Outro trabalho de Andreas foi com Travis Scott em SP. O rapper não falou com brasileiros, mas sua equipe tinha demandas rigorosas.
"Esses caras são todos produtores, sabem o que estão fazendo. Mudou muito, e para melhor."
Dois notebooks e espaço precioso
"Geralmente chego no lugar do show de manhã. Monto meu equipamento de um dos lados do palco e me certifico de que todos os sons pré-gravados estão perfeitos, no volume certo e equilibrados com o que vai ser tocado ao vivo", diz Fabian.
Ele sempre tem o projeto de todos os sons da música, e coloca no "mudo" o que será tocado ao vivo à noite — em geral o vocal principal e alguns instrumentos básicos.
"O difícil de [show de] festival é que eu não posso ter ninguém muito perto de mim. Se alguém esbarra em um cabo, pode parar a música toda. Quando o show é nosso, o espaço é certo.

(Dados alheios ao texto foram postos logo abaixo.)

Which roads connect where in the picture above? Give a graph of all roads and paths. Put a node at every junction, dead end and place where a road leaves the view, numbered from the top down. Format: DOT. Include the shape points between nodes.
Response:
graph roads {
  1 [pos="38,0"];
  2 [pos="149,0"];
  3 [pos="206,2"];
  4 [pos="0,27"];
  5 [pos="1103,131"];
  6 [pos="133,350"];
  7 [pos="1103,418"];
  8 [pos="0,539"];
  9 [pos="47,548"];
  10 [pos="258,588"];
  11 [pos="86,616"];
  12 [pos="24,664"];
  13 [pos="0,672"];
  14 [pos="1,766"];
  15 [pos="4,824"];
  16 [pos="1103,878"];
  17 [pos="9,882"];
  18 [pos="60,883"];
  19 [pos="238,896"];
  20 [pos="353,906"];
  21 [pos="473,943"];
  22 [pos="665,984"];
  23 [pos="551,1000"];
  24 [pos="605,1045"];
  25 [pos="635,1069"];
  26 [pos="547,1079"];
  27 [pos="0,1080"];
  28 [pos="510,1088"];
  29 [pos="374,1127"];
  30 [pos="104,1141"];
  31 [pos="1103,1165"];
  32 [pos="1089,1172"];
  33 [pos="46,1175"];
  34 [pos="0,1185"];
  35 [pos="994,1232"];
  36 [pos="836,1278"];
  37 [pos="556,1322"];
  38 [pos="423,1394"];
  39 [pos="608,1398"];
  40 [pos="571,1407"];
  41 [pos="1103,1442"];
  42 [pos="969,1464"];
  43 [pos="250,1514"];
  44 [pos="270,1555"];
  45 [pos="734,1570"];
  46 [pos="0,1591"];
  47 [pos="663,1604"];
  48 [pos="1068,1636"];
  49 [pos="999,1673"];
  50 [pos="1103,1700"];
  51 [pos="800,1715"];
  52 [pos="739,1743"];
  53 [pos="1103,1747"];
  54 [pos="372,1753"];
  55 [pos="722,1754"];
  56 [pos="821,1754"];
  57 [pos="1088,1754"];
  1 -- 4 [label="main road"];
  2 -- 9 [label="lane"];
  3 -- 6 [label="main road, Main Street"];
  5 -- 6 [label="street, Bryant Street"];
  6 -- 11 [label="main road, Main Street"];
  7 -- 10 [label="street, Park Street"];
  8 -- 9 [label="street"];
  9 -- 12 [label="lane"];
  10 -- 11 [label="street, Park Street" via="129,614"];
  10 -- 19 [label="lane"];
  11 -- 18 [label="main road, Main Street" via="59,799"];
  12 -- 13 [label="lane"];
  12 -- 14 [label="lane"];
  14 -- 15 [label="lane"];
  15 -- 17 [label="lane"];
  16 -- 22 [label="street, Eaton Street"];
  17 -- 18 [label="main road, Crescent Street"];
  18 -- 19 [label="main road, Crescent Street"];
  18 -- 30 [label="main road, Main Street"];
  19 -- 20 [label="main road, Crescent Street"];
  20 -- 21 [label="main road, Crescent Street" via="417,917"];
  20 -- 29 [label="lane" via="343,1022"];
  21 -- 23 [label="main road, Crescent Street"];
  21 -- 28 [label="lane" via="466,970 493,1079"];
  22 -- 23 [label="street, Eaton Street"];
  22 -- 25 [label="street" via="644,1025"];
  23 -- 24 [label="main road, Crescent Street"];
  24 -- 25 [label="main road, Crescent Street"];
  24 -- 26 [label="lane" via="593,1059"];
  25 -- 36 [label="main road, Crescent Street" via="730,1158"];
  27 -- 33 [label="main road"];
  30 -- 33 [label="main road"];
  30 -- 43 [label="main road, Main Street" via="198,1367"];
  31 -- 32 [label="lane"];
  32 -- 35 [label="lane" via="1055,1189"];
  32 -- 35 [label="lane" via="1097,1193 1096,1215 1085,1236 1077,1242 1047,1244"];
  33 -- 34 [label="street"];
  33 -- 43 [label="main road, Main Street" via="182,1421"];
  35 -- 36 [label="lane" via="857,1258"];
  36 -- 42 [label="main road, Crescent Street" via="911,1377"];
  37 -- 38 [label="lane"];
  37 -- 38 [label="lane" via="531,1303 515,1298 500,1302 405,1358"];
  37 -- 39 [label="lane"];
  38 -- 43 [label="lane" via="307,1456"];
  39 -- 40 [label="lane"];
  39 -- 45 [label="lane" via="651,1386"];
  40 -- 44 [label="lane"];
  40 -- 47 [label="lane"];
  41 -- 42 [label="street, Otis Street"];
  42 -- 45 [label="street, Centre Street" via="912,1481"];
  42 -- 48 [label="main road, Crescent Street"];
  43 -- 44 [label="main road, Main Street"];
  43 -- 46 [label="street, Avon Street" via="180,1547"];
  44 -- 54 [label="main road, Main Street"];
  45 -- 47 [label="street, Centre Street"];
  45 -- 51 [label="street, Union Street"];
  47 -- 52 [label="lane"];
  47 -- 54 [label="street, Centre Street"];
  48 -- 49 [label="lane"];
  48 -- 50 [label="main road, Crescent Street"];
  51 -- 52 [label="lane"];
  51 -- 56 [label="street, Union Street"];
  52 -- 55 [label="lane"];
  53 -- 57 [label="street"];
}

Mas em festival às vezes é um canto improvisado, é o meu maior medo", diz Vivian.
Os engenheiros calejados têm sempre dois notebooks, com todo o sistema funcionando em dobro, para o caso de pane.
O programa padrão é o Ableton Live (basicamente, uma "pista" em que cabem inúmeras faixas de som).
É possível também programar via Ableton efeitos para momentos específicos de instrumentos e vozes que serão executados.
Ou seja: dá para colocar AutoTune, programa de afinação automática, na voz do cantor ao vivo.
"É uma ajuda para uma performance vocal mais consistente. Se usam AutoTune no estúdio, em que o cantor está totalmente concentrado, quanto mais em um show, em que ele faz outras coisas, sem atenção total para o vocal", defende Fabian.
Vozes de apoio
O mais comum é que haja vozes pré-gravadas de apoio — muitas vezes feitas pelo próprio cantor —, por trás do vocal ao vivo.
Não é difícil flagrar cantores em festivais que usam os vocais pré-gravados mais altos do que a própria voz ao vivo. Foi o caso do cantor emo adolescente Jxdn, que pulava no palco do Lollapalooza 2022 enquanto o vocal principal ficava por conta do playback.
Mas, em geral, a voz gravada fica mais ao fundo.
Chitãozinho e Xororó, por exemplo, só aceitam playback quando reproduzem sons de músicos que não estão no show.
"Se está no palco, tem que valer o que está lá", diz Cláudio Paladini, diretor musical da dupla.
"É como acrescentar efeito especial no cinema", ele compara. "Tenho receio do uso de coisas pré-gravadas quando o artista engana o público. Isso nós nunca fazemos."
O recurso já foi usado de forma muito mais brusca. É o caso de um dos momentos mais importantes da história do Rock in Rio, em 1985, durante a música "Bohemian Rhapsody", do Queen.
Pode procurar em vídeos lá dos anos 80: na hora em que ópera tocava, o Queen parava, apagava a luz do palco, começavam efeitos de luz e fumaça, e rolava o playback. Cláudio Paladini diretor musical
Perdido na transmissão
Todo o trabalho pode ir por água abaixo em transmissões de grandes eventos. O playback tão bem planejado pode virar uma bagunça.
"Mesmo que o som chegue perfeito para o público, agora muita gente vê os shows online e na TV", explica Fabian.
"Meu som sai de lá e vai para um carro de transmissão, onde um cara aleatório mexe na cabeça dele."
"Minha experiência em festivais, incluindo o Lollapalooza, é que essa mixagem fica muito ruim. Estraga o show inteiro. Alguns artistas grandes pagam uma pessoa só para ficar no carro de transmissão e orientar. Mas a maioria não. Fico bravo com isso todo ano", reclama o engenheiro de playback.